BRIEF: Which lines in the entries below contain the string "their"? Show each of them in full.

RECORDS PROVIDED:
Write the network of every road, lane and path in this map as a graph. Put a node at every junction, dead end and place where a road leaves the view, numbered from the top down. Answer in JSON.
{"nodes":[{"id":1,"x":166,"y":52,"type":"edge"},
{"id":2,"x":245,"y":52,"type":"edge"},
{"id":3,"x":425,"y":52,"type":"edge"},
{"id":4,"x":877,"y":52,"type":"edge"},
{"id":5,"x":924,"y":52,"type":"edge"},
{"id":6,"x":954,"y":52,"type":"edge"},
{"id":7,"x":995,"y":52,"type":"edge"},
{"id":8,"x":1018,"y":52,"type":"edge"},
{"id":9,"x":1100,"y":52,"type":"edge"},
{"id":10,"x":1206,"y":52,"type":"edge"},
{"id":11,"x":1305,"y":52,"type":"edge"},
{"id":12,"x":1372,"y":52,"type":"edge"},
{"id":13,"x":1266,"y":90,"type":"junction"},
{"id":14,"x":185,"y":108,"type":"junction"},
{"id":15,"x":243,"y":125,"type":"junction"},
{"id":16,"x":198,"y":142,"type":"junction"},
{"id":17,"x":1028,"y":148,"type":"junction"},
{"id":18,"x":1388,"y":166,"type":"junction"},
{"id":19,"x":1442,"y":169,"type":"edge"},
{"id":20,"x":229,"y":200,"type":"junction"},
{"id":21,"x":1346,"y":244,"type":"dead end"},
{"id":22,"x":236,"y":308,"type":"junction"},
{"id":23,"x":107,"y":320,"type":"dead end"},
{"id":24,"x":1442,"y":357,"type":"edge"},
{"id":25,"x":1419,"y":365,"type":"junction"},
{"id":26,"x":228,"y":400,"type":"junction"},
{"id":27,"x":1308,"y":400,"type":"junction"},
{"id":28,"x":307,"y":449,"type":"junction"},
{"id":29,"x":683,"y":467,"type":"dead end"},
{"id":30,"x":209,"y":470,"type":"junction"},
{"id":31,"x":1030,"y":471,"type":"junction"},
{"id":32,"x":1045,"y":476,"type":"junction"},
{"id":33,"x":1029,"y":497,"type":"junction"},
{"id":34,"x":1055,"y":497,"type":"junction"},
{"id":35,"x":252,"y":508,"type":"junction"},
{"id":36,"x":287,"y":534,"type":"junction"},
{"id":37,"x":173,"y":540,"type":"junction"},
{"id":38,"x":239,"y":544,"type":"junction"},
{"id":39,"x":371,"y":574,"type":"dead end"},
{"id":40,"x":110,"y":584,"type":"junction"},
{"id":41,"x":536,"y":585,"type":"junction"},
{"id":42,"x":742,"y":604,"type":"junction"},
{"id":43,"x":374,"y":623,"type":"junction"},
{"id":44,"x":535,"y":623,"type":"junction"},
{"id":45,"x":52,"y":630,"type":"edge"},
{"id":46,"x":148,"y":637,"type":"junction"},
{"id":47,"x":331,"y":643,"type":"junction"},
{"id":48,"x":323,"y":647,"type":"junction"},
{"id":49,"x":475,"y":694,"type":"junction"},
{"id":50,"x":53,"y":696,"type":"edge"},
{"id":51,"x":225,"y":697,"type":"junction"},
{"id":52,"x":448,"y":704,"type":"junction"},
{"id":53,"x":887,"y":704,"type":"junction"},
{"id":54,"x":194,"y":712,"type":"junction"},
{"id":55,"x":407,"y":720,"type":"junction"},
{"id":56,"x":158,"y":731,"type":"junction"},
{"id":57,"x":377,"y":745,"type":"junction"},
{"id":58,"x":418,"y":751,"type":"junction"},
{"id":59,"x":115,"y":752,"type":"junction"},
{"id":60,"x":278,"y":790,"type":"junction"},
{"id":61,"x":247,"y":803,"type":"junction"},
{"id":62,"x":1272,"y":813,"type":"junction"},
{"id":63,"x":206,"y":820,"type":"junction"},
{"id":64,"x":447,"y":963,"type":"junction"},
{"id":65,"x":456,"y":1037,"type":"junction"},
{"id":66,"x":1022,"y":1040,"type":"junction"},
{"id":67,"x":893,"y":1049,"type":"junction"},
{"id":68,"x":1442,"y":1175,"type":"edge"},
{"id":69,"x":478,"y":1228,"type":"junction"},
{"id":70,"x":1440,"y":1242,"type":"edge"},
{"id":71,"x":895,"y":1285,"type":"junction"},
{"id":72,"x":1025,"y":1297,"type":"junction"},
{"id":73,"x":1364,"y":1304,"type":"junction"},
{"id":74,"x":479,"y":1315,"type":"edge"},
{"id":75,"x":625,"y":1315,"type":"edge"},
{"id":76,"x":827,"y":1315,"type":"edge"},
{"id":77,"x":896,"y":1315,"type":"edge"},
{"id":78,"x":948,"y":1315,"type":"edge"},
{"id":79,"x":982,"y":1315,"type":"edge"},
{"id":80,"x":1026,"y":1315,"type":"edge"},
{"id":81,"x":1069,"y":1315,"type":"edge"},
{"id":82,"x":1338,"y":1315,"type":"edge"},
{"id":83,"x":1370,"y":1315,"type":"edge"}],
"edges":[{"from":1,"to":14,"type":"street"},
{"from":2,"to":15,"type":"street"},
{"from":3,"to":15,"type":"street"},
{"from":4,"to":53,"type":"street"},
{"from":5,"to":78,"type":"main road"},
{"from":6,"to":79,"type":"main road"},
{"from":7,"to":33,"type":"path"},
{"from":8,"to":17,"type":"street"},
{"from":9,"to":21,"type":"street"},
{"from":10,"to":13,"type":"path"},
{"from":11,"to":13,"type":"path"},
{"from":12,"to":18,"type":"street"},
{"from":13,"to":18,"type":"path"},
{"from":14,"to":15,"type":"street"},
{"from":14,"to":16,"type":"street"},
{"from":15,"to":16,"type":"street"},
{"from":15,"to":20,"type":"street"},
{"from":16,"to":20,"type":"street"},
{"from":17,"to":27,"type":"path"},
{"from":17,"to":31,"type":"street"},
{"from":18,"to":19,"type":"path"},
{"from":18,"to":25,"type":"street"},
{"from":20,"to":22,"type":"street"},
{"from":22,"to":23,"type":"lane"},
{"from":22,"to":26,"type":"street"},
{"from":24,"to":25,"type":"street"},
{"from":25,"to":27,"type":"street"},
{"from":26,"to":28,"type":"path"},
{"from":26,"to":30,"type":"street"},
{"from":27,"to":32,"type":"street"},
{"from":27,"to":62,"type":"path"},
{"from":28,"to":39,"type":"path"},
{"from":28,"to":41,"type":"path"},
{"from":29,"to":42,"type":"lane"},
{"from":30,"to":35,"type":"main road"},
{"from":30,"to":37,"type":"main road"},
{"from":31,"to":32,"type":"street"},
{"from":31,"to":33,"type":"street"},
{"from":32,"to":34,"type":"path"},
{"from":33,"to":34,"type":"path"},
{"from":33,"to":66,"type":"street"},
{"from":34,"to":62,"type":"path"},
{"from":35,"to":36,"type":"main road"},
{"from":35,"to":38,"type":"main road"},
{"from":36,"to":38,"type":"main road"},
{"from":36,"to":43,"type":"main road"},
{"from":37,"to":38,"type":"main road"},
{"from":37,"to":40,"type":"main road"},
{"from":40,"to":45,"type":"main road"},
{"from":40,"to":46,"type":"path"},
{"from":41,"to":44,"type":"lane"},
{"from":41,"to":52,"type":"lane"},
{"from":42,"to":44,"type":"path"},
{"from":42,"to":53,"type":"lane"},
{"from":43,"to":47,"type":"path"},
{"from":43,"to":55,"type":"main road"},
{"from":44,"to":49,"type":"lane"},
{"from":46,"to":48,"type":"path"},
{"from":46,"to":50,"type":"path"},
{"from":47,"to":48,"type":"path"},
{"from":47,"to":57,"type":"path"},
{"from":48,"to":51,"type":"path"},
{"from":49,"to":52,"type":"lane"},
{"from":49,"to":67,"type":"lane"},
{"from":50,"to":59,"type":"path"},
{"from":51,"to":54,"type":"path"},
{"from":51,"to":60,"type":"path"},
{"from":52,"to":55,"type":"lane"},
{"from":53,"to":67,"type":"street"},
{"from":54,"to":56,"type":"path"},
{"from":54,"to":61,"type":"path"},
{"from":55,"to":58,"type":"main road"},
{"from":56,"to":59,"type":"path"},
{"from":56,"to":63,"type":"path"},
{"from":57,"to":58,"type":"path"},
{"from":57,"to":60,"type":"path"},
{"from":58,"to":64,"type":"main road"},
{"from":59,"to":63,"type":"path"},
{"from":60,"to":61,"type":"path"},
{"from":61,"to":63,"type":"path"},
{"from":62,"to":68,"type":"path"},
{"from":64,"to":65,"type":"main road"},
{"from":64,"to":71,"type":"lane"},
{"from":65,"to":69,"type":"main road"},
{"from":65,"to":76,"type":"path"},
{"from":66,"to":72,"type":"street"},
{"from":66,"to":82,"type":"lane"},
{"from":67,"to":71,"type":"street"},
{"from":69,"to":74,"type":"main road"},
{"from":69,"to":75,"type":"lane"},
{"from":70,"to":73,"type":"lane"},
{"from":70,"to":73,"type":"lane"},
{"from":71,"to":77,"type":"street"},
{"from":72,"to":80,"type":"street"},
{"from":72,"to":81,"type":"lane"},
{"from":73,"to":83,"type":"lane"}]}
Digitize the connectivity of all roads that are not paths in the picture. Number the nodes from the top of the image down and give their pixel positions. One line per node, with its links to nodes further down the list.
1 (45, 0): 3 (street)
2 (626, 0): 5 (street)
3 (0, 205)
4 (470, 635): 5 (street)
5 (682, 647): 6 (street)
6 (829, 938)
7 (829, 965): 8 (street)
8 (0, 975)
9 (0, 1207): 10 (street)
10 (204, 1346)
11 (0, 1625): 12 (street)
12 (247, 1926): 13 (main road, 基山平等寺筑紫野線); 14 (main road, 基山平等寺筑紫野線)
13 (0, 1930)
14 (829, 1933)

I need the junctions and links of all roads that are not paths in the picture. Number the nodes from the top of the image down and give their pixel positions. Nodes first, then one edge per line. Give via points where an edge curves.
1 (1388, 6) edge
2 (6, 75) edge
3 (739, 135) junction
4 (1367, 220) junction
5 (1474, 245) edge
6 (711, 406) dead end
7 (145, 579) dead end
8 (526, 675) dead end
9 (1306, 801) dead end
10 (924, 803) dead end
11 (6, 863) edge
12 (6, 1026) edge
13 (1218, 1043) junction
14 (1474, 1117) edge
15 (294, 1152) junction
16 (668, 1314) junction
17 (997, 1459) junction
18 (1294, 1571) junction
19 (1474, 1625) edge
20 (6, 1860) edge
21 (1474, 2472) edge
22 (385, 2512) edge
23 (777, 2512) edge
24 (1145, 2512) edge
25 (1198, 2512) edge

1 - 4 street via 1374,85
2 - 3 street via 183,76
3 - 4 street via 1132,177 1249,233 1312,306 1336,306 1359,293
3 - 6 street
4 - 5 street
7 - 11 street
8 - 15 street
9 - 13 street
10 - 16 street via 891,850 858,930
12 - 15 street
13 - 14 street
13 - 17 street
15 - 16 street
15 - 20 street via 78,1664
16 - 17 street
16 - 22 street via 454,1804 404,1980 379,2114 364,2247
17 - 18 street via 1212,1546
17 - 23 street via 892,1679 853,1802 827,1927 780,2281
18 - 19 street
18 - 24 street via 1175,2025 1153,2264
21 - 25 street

RESPONSE AREA:
Digitize the connectivity of all roads that are not paths in the picture. Number the nodes from the top of the image down and give their pixel positions. One line per node, with its links to nodes further down the list.
I need the junctions and links of all roads that are not paths in the picture. Number the nodes from the top of the image down and give their pixel positions. Nodes first, then one edge per line. Give via points where an edge curves.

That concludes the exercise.